But today we're going to be discussing Orban's defence of Europe.
The failed, or the stopping the Mexican reconquista.
The ongoing attempt for the Mexican reconquista, which will fail because Mexicans, it turns out, are So, with that all said, Stephen, tell us about Orban.
Well, thanks so much.
Before we get to Orban, I've got to talk about the death of man.
No, this is not a new show headed by Kamala Harris, or indeed the Democrats in there.
Pro-feminist, anti-man world.
No, this is actually, Carl, going through the whole philosophy and ideas of the concept of the death of man.
And if we don't stand up for ourselves and what we do, then we will find ourselves having some real serious problems down the line.
I believe it's talking about the history of the Enlightenment and the decoupling of transcendent values from pre-Enlightenment thinkers to the more rationalist.
Ideas.
It's kind of an elaboration on Karl's ideas of rationalism, which he picked up from Michael Oakeshott, as far as I'm aware.
Which I think is really good in the way that you explain it in terms of a philosophical sense, but I like to put it in that there was a good time, now there's a bad time, and men are trying to be killed off, and this is a way of doing it philosophically, and explaining it goes in a nice way.
For those who are not as bright and...
I don't really read much philosophy.
Only fans.
That's it, the only fans.
He's only just hearing about philosophy now.
Most of it is dreadfully boring.
Okay.
Well, I would recommend it.
Nearly 5,000 people have seen it.
I think it's going really, really well, and I would certainly think that you should if you want to look at it and get onto the premium and join us and have a view.
And then you can come back and tell us whether we're talking, you know, out of our backsides, to be honest, or whether we're actually just geniuses in our own way of describing how this goes.
So, getting on to Orban, who I genuinely think is a genius at the moment, and long may he continue.
He's just done a series, I don't know if you've been watching over the last few weeks, a series of big speeches, both in France and his own country.
And in a way, he has just really upped the ante towards how Hungary is positioning itself alongside Trump and the kind of concept of a free Hungary in the European Union.
Clearly we know that J.D. Vance has come out and said that Europe's anti-freedom of speech, he's attacking the liberties of the individual.
And in one of the recent events by Orban, I just got three or four little clips I'm going to play to people, just to ask you to look at the language that he's using now.
This is almost wartime language.
It's almost Churchillian.
Okay, so you might need to reduce the volume.
Oh, you're going to need to stay on the video.
Yep, go.
If you can play that, Samson.
That would be great.
So I think this, if you look at the beginning of this, this is a very good division between the sides.
The left now, the EU are communists, and we're trying to destroy our nation from within.
He's linking himself very strongly with the allies that he believes are actually the defenders of our freedom of speech, the AFD, Salvini.

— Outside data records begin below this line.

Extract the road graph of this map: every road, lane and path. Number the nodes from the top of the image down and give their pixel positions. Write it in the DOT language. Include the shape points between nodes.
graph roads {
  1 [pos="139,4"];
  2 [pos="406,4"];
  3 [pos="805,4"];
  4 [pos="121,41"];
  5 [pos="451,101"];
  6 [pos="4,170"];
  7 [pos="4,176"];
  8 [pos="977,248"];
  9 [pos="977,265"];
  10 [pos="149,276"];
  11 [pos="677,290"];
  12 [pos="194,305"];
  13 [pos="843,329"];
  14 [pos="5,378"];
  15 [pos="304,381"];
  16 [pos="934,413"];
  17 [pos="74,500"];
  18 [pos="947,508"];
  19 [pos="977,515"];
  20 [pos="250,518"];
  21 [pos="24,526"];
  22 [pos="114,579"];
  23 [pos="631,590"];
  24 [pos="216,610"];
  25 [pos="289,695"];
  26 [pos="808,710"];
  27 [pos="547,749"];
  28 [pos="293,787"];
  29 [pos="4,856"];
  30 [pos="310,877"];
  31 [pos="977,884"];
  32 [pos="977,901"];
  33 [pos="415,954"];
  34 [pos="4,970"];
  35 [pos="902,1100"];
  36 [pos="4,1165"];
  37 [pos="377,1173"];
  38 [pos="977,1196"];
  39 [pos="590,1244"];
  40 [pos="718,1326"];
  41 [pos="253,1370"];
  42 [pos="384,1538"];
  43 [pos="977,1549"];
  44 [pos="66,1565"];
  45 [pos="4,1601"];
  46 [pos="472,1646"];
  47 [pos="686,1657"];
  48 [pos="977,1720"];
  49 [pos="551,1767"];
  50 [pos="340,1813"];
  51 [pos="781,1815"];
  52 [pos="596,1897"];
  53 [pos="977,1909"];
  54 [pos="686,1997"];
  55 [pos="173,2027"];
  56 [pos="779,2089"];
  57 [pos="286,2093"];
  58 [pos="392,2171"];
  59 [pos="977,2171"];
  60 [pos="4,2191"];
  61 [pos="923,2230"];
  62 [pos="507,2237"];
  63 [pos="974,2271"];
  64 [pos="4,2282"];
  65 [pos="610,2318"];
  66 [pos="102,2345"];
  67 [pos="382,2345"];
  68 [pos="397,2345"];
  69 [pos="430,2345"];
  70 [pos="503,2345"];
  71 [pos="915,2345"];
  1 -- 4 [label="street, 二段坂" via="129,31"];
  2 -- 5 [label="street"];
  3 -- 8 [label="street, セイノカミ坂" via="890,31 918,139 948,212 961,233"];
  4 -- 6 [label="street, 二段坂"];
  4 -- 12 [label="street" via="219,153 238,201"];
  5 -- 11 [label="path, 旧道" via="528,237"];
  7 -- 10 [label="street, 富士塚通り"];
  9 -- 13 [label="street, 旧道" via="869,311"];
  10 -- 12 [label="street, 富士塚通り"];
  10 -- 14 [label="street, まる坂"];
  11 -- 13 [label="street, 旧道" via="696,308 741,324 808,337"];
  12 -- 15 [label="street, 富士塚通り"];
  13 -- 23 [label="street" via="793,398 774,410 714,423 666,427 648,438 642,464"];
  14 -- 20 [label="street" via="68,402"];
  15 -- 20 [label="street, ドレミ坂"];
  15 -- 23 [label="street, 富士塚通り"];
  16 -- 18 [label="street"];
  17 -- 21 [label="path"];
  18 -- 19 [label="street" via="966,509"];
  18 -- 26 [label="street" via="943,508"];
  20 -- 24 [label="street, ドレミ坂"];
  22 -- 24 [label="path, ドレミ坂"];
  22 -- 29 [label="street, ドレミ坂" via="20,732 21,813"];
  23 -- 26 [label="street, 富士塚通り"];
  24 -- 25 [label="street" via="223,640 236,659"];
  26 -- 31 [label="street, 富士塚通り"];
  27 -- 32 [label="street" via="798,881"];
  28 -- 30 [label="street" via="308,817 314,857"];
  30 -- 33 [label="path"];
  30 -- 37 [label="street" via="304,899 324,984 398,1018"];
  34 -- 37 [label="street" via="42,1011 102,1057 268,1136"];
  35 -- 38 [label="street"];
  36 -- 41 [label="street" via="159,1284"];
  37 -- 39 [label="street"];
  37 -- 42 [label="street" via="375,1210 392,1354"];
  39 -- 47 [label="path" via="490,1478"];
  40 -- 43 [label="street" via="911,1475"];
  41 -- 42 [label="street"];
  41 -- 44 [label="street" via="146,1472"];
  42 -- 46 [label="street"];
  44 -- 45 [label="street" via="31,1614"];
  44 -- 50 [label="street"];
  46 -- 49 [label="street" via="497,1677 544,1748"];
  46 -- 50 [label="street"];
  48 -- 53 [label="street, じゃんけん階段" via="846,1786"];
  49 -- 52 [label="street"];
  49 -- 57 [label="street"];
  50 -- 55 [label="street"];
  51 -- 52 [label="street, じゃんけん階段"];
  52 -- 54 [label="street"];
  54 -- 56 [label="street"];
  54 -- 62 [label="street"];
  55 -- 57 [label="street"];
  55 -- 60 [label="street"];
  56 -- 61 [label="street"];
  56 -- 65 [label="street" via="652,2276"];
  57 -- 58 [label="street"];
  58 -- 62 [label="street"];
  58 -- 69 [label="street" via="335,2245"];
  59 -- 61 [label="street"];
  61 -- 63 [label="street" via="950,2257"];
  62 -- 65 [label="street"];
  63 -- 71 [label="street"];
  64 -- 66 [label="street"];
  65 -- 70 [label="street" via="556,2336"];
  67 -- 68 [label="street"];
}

He's indicating how they're breaking up freedom of speech by attacking democratically elected parties and individuals and saying we've only got one saviour, and that is the United States.

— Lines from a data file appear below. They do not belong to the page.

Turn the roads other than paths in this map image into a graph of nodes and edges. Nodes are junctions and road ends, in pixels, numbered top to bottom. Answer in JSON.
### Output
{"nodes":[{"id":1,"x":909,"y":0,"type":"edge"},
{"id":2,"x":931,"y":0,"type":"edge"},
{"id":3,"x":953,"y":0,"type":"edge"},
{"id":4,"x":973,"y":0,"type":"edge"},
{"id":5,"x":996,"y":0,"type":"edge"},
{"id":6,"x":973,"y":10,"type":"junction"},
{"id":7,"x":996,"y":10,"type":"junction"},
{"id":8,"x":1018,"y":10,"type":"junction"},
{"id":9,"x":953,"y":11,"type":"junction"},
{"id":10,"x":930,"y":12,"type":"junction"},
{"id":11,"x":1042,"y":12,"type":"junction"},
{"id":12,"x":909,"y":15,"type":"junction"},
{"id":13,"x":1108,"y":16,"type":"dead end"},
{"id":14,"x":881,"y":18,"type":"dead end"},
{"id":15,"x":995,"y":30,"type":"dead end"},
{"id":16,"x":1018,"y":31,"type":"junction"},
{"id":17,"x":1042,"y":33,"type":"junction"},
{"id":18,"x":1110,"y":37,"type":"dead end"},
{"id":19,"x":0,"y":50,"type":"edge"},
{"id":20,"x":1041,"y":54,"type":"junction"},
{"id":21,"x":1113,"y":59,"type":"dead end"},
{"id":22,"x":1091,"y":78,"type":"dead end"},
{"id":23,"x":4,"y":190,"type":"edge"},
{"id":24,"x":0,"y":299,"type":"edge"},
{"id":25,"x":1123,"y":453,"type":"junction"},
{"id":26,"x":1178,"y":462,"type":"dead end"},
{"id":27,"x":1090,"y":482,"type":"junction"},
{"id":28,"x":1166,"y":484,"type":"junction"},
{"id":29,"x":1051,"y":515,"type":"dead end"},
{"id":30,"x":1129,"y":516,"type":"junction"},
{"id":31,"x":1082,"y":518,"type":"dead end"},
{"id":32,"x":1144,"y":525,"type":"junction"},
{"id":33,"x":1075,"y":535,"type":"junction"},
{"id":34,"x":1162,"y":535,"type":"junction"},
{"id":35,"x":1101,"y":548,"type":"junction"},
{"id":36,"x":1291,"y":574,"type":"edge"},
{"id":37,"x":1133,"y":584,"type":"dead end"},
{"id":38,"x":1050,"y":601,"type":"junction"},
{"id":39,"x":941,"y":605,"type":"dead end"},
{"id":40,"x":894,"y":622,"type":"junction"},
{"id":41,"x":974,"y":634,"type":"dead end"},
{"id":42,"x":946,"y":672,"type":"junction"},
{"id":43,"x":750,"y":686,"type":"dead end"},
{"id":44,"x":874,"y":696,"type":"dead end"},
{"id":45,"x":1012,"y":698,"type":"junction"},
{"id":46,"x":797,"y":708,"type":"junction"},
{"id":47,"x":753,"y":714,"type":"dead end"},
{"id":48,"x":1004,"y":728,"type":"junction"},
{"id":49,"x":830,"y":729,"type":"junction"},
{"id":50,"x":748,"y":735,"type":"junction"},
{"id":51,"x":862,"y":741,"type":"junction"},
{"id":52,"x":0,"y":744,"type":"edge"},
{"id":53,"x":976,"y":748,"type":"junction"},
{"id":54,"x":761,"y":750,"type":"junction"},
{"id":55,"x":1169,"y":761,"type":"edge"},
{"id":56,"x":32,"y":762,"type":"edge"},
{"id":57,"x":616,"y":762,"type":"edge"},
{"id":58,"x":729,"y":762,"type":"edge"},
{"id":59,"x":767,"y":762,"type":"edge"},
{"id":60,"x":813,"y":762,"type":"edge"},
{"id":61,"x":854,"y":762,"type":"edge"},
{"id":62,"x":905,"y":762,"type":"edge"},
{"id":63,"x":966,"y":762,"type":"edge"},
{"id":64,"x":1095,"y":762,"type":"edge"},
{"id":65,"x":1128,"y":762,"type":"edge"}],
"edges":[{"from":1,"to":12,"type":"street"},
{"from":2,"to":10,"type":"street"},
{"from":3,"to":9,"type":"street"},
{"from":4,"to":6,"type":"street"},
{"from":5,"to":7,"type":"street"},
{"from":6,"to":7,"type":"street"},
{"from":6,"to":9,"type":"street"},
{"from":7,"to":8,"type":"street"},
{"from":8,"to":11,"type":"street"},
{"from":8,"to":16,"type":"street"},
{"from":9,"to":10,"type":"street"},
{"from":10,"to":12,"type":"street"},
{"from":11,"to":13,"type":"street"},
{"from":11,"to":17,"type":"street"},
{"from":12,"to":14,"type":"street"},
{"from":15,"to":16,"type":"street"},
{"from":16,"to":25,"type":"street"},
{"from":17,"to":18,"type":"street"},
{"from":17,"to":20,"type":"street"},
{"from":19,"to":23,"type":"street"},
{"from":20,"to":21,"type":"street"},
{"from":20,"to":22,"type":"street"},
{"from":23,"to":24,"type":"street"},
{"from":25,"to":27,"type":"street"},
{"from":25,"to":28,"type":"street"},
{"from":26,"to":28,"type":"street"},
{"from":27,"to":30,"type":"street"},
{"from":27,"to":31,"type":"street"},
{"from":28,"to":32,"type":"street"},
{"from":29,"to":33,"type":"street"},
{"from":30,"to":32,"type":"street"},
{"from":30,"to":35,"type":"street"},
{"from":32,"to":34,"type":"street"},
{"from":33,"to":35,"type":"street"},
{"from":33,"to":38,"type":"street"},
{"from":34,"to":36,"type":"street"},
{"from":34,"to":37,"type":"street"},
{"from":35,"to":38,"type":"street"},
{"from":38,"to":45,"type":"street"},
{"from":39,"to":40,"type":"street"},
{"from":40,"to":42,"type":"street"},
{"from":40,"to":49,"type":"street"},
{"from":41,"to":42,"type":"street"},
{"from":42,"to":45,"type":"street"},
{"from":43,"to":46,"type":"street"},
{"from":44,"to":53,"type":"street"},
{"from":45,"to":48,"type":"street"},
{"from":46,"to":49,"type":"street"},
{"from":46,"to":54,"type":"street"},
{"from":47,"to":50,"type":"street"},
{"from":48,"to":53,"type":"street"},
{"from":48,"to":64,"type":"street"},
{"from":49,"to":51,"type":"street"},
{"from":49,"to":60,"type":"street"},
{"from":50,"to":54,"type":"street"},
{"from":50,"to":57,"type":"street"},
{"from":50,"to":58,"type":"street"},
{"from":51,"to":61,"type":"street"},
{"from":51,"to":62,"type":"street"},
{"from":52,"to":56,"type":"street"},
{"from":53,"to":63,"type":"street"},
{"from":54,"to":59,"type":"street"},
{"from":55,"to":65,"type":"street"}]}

And he's also indicating changes needed, this cannot go on.
And just the way it's his stance, but obviously we know where this is going to go on the left.

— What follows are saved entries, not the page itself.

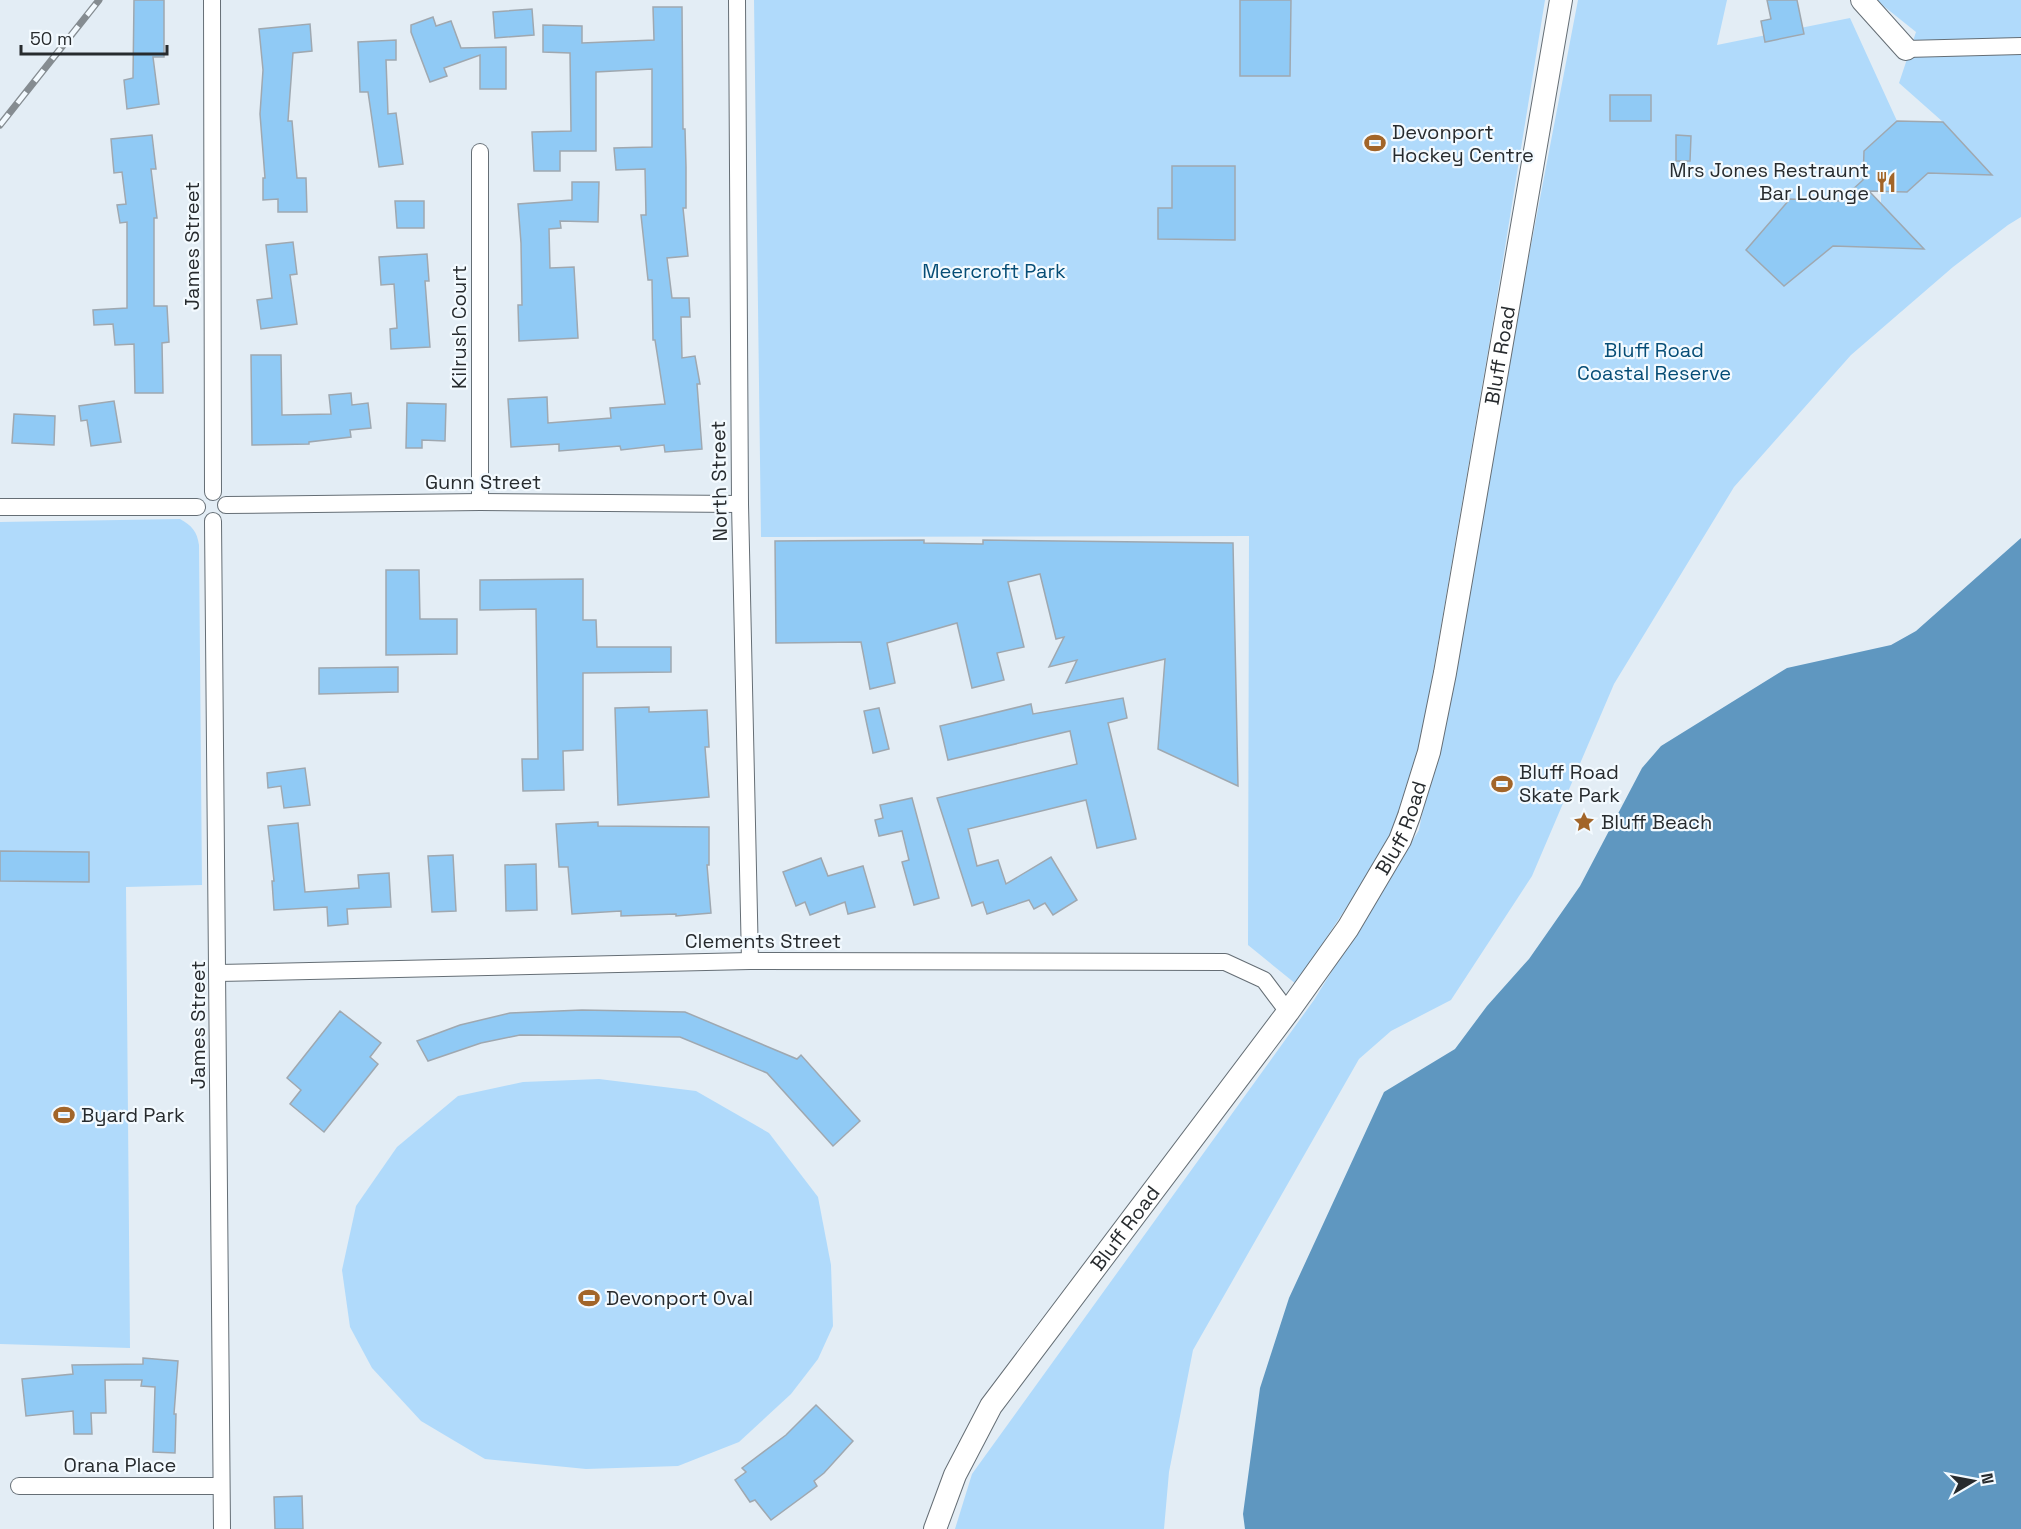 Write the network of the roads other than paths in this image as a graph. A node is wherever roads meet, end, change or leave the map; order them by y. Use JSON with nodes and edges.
{"nodes":[{"id":1,"x":212,"y":0,"type":"edge"},
{"id":2,"x":737,"y":0,"type":"edge"},
{"id":3,"x":1562,"y":0,"type":"edge"},
{"id":4,"x":1862,"y":0,"type":"edge"},
{"id":5,"x":2021,"y":46,"type":"edge"},
{"id":6,"x":1906,"y":50,"type":"joint"},
{"id":7,"x":480,"y":152,"type":"dead end"},
{"id":8,"x":213,"y":492,"type":"junction"},
{"id":9,"x":480,"y":502,"type":"junction"},
{"id":10,"x":740,"y":504,"type":"junction"},
{"id":11,"x":226,"y":505,"type":"junction"},
{"id":12,"x":0,"y":507,"type":"edge"},
{"id":13,"x":197,"y":507,"type":"junction"},
{"id":14,"x":213,"y":520,"type":"junction"},
{"id":15,"x":750,"y":961,"type":"junction"},
{"id":16,"x":218,"y":973,"type":"junction"},
{"id":17,"x":1288,"y":1011,"type":"junction"},
{"id":18,"x":19,"y":1486,"type":"dead end"},
{"id":19,"x":221,"y":1486,"type":"junction"},
{"id":20,"x":222,"y":1529,"type":"edge"},
{"id":21,"x":935,"y":1529,"type":"edge"}],
"edges":[{"from":1,"to":8,"type":"street","name":"James Street"},
{"from":2,"to":10,"type":"street","name":"North Street"},
{"from":3,"to":17,"type":"street","name":"Bluff Road"},
{"from":4,"to":6,"type":"street"},
{"from":5,"to":6,"type":"street"},
{"from":7,"to":9,"type":"street","name":"Kilrush Court"},
{"from":8,"to":11,"type":"street"},
{"from":8,"to":13,"type":"street"},
{"from":9,"to":10,"type":"street","name":"Gunn Street"},
{"from":9,"to":11,"type":"street","name":"Gunn Street"},
{"from":10,"to":15,"type":"street","name":"North Street"},
{"from":11,"to":14,"type":"street"},
{"from":12,"to":13,"type":"street"},
{"from":13,"to":14,"type":"street"},
{"from":14,"to":16,"type":"street","name":"James Street"},
{"from":15,"to":16,"type":"street","name":"Clements Street"},
{"from":15,"to":17,"type":"street","name":"Clements Street"},
{"from":16,"to":19,"type":"street","name":"James Street"},
{"from":17,"to":21,"type":"street","name":"Bluff Road"},
{"from":18,"to":19,"type":"street","name":"Orana Place"},
{"from":19,"to":20,"type":"street","name":"James Street"}]}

The way that he talks, the strength in his language.
They're going to say he's not Churchillian.
He's more that of a far-right leader of an age past, which I don't disagree on.
I don't know what your first thoughts are seeing this.
Well, if you're a, perhaps if you're a far right leader of ages past, you know, we used to just call that We used to just call that belief in the nation-state.
You might want to be close to the mic.
Sure, yeah, I just realised.
You gave me the look, as if to say, move your face.
You know, belief in the nation-state, belief in borders, belief in national identity, some level of ethnic consciousness, just sensible, normal human behaviour.
Yeah, and I'm liking this kind of new strength that he's come through.
He continues, so that's about freedom of speech.
He then, in France, comes along and he talks about the population replacement.
The language here again, incredibly productive, and Samsung, you may want to take the volume down on this too for people.
The language here is the language.
A vonata szakadék felé rodó.
Fellázadtunk.
Megszerveztük a hazafias jobboldalt.
Elsöpörtük a baloldalt.
Új alkotmányt csináltunk.
Aztán kerítést építettünk.
Migránsokat kiszorítottuk.
Only one who can get the help of Hungary.
Nulla.
Nincsenek utcai hordák.
Nincsen antiszemitizmus.
Nincs erőszak.
És nincs zavargás.
Magyarország, a magyar oké!
Brüsszel, Wertheim!
Fenyegetőzik és zsarol!
Pénzügyi szankciók alatt állunk!
Napi 1 millió eurót kell fizetnünk Brüsszelnek, mert nem engedjük be a migrációt!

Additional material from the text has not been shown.